The lines you return should be those containing the string "item", taken from the data below.

··· SOURCE RECORDS ···

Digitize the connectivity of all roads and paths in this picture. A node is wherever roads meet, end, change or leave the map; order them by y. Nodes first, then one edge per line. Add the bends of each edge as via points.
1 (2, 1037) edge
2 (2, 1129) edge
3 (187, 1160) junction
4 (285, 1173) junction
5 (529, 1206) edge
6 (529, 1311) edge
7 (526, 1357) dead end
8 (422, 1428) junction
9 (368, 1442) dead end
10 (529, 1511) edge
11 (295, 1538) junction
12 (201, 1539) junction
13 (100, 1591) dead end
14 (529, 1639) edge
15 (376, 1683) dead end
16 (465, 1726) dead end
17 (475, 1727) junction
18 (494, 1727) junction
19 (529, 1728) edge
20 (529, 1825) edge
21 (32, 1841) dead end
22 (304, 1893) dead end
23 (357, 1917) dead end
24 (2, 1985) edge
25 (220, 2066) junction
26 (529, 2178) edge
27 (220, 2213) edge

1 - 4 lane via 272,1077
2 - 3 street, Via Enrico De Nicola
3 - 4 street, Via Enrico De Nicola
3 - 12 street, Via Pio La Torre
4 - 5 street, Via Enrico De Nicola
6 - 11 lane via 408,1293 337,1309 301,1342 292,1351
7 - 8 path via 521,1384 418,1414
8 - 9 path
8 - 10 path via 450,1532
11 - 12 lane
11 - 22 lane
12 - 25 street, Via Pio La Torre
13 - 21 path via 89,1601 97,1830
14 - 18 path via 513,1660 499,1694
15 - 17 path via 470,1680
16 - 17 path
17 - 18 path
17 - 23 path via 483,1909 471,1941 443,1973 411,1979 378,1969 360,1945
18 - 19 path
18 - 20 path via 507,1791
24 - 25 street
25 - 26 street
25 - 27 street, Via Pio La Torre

···
··· SOURCE RECORDS ···

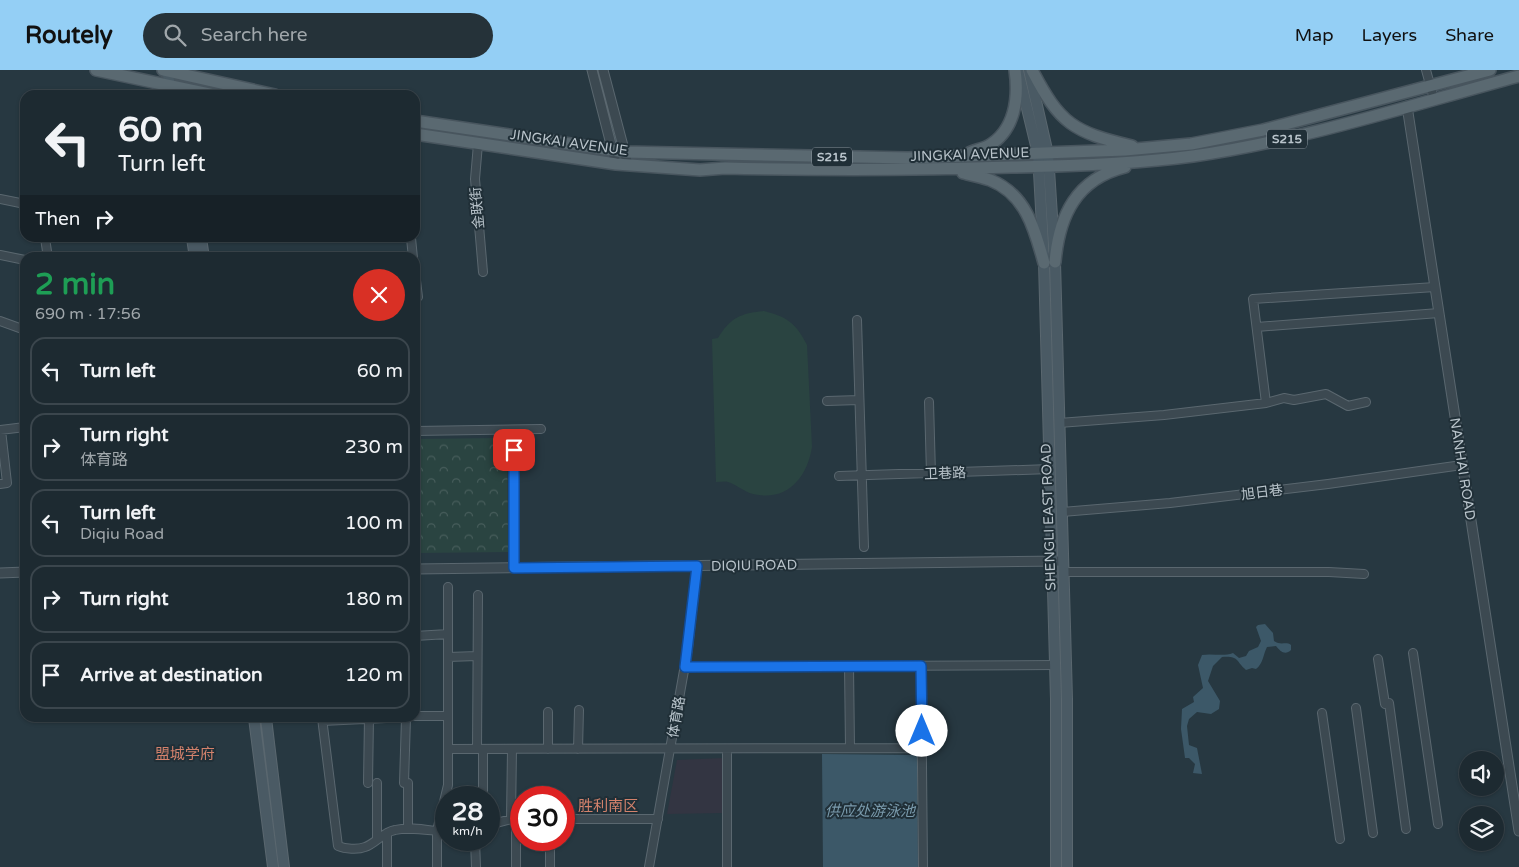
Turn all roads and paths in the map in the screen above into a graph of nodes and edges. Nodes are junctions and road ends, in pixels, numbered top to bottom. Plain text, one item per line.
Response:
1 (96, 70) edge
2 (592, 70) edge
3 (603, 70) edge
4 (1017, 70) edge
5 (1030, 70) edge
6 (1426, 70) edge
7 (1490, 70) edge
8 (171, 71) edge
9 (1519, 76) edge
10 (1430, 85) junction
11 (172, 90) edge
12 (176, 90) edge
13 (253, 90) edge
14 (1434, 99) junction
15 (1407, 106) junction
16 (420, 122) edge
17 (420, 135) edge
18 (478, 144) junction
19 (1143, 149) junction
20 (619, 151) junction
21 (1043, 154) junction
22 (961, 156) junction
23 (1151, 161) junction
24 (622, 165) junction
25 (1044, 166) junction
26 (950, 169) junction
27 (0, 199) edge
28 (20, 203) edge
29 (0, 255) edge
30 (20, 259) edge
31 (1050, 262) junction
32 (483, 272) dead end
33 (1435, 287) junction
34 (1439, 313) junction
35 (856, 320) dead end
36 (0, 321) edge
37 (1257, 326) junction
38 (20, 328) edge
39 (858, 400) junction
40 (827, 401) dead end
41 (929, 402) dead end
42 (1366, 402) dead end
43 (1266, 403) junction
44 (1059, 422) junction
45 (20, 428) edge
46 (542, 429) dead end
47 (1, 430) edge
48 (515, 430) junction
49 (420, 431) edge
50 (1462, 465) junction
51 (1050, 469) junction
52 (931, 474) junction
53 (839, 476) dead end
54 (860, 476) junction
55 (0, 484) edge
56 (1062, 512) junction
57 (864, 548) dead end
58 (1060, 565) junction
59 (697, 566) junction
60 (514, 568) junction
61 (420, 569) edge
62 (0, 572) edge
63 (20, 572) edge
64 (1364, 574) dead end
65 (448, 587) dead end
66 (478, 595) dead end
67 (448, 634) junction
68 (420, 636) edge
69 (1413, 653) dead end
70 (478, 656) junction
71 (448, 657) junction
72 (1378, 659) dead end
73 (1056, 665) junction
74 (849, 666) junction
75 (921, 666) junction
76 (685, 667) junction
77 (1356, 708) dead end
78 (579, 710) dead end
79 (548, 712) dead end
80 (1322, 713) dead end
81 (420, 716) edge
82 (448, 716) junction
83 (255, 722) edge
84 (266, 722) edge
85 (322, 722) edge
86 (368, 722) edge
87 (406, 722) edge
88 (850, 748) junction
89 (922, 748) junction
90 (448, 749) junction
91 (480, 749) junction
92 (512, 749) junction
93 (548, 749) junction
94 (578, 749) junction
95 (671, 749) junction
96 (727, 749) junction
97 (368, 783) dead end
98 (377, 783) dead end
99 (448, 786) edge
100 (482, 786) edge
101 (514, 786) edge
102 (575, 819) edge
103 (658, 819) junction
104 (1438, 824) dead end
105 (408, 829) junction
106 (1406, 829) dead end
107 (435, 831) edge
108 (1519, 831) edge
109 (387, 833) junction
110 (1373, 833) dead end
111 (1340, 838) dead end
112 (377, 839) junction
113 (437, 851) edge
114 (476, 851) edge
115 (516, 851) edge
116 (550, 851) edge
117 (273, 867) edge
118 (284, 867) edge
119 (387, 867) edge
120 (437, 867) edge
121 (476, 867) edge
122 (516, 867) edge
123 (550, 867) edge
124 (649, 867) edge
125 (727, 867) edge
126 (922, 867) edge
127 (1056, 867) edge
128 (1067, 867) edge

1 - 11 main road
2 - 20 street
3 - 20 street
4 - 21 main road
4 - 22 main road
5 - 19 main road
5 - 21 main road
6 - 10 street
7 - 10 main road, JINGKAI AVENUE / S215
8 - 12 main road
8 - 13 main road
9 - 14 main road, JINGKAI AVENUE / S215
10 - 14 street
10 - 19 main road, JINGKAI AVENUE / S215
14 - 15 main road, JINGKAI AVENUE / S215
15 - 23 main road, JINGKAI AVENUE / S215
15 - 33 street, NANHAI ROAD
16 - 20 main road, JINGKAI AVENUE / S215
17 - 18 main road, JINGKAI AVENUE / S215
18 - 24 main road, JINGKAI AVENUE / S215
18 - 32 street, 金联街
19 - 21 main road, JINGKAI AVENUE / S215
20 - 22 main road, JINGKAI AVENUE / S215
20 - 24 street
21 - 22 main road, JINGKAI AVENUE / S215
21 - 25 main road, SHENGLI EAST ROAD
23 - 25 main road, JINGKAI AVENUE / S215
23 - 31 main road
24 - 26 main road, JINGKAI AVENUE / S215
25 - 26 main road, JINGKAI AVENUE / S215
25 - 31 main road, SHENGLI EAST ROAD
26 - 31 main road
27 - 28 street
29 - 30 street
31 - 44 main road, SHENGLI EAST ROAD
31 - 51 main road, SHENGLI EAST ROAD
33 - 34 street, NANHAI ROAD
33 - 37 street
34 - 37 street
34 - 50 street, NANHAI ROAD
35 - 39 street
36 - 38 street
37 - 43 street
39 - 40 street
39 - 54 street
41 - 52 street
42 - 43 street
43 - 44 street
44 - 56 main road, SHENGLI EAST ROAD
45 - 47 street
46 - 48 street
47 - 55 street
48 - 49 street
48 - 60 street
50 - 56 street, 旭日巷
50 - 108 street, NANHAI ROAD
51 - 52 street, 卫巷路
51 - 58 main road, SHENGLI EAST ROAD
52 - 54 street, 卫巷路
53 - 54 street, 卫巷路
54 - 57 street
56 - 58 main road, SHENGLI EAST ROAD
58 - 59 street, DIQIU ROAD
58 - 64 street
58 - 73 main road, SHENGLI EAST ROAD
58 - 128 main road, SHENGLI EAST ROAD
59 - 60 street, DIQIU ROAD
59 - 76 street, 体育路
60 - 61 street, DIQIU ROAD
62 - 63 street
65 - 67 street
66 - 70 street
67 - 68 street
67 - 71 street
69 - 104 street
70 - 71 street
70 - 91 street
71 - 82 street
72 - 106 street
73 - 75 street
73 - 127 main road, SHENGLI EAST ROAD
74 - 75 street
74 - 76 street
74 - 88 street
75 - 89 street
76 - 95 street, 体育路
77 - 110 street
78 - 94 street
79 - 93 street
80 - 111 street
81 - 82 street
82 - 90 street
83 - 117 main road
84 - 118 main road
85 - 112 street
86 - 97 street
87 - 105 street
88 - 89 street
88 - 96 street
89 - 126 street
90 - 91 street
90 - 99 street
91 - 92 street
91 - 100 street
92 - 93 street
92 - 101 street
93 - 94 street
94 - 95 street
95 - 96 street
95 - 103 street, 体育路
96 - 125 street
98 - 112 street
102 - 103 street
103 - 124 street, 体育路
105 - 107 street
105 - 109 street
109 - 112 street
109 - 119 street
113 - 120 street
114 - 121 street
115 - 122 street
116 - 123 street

···
··· SOURCE RECORDS ···

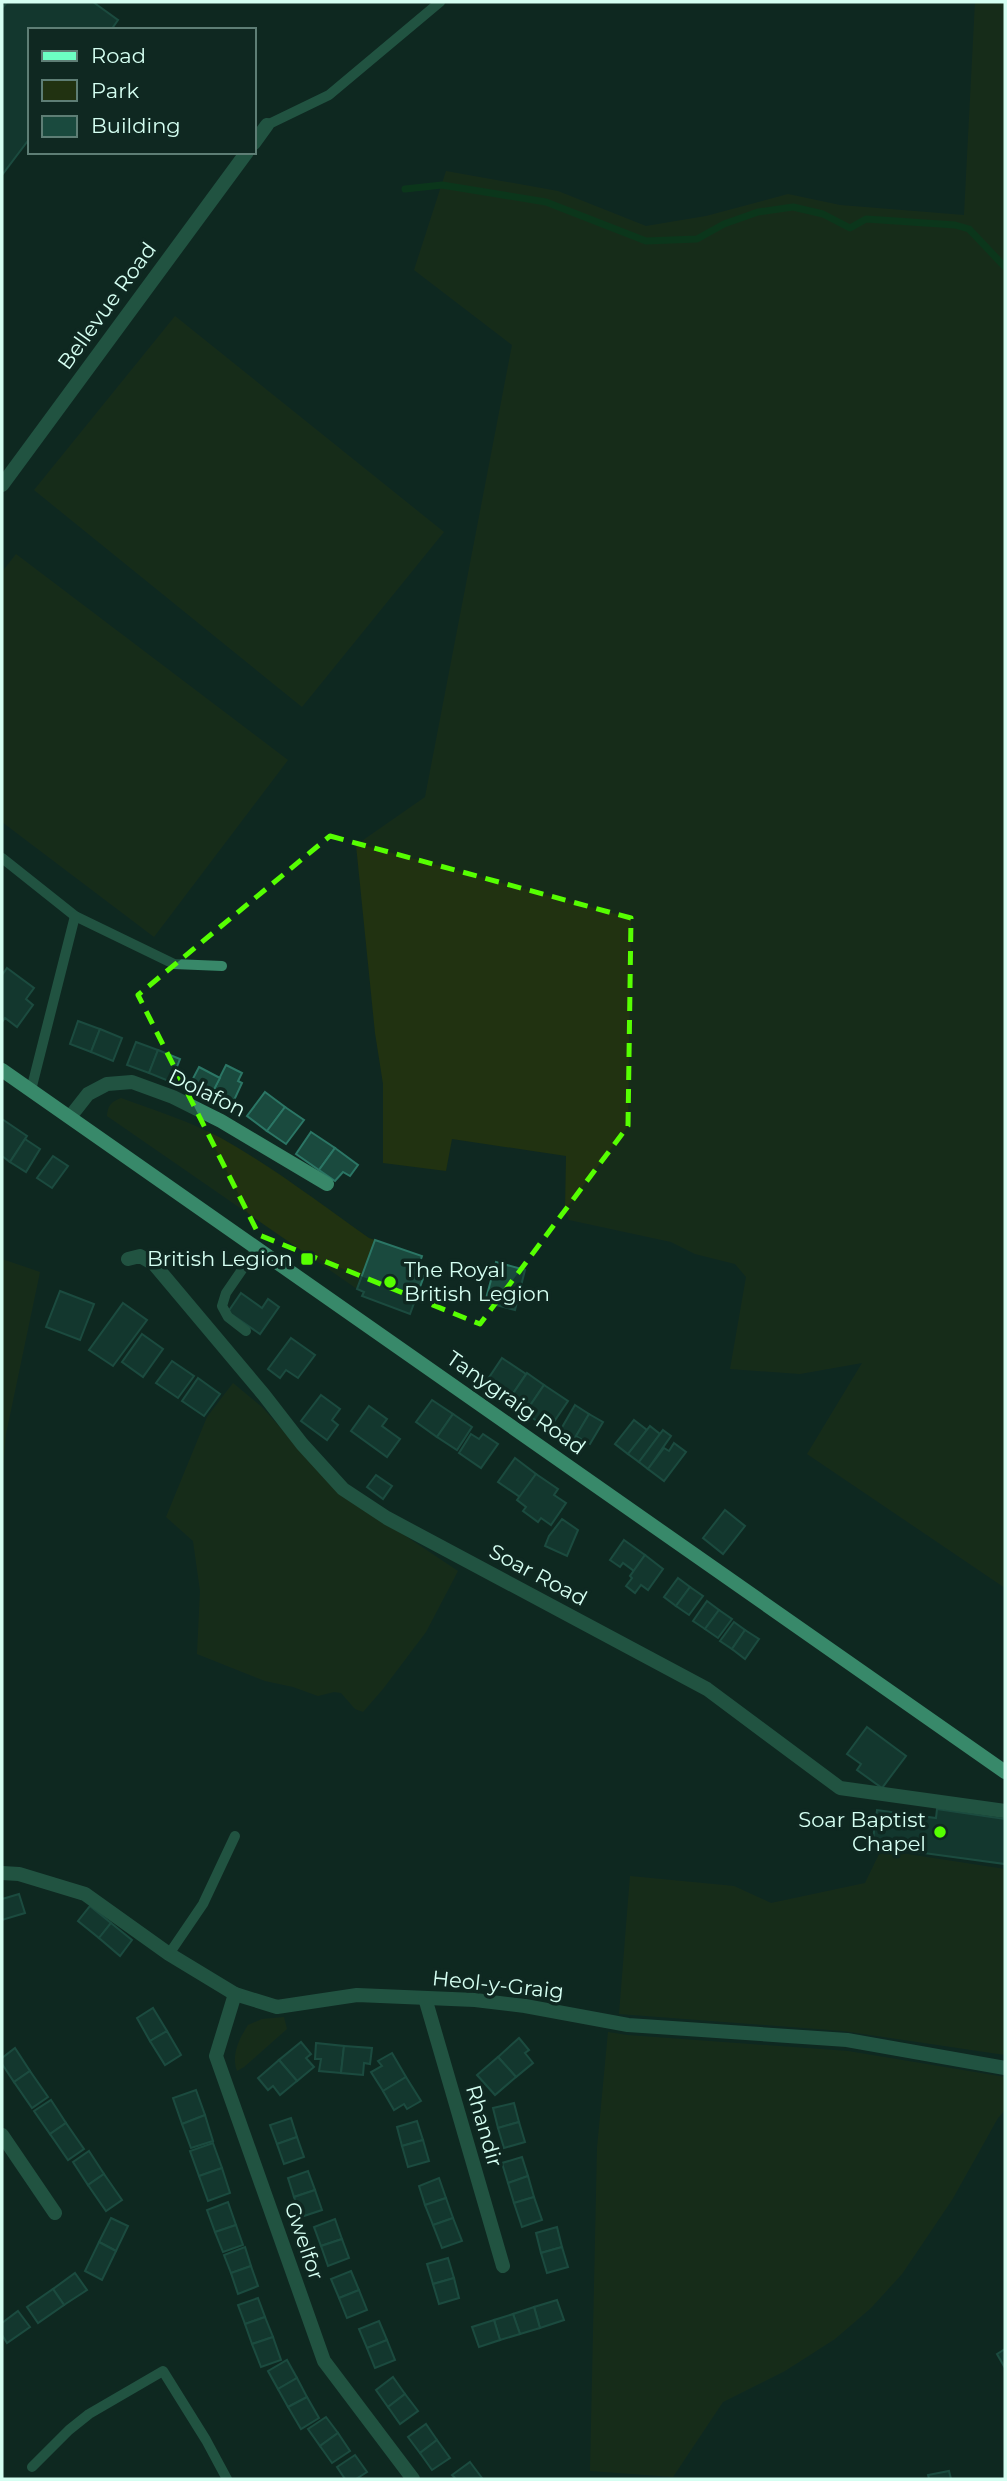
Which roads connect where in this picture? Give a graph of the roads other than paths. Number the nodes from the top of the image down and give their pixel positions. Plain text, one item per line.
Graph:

···

TASK SOLUTION:
Turn all roads and paths in the map in the screen above into a graph of nodes and edges. Nodes are junctions and road ends, in pixels, numbered top to bottom. Plain text, one item per line.
Which roads connect where in this picture? Give a graph of the roads other than paths. Number the nodes from the top of the image down and give their pixel positions. Plain text, one item per line.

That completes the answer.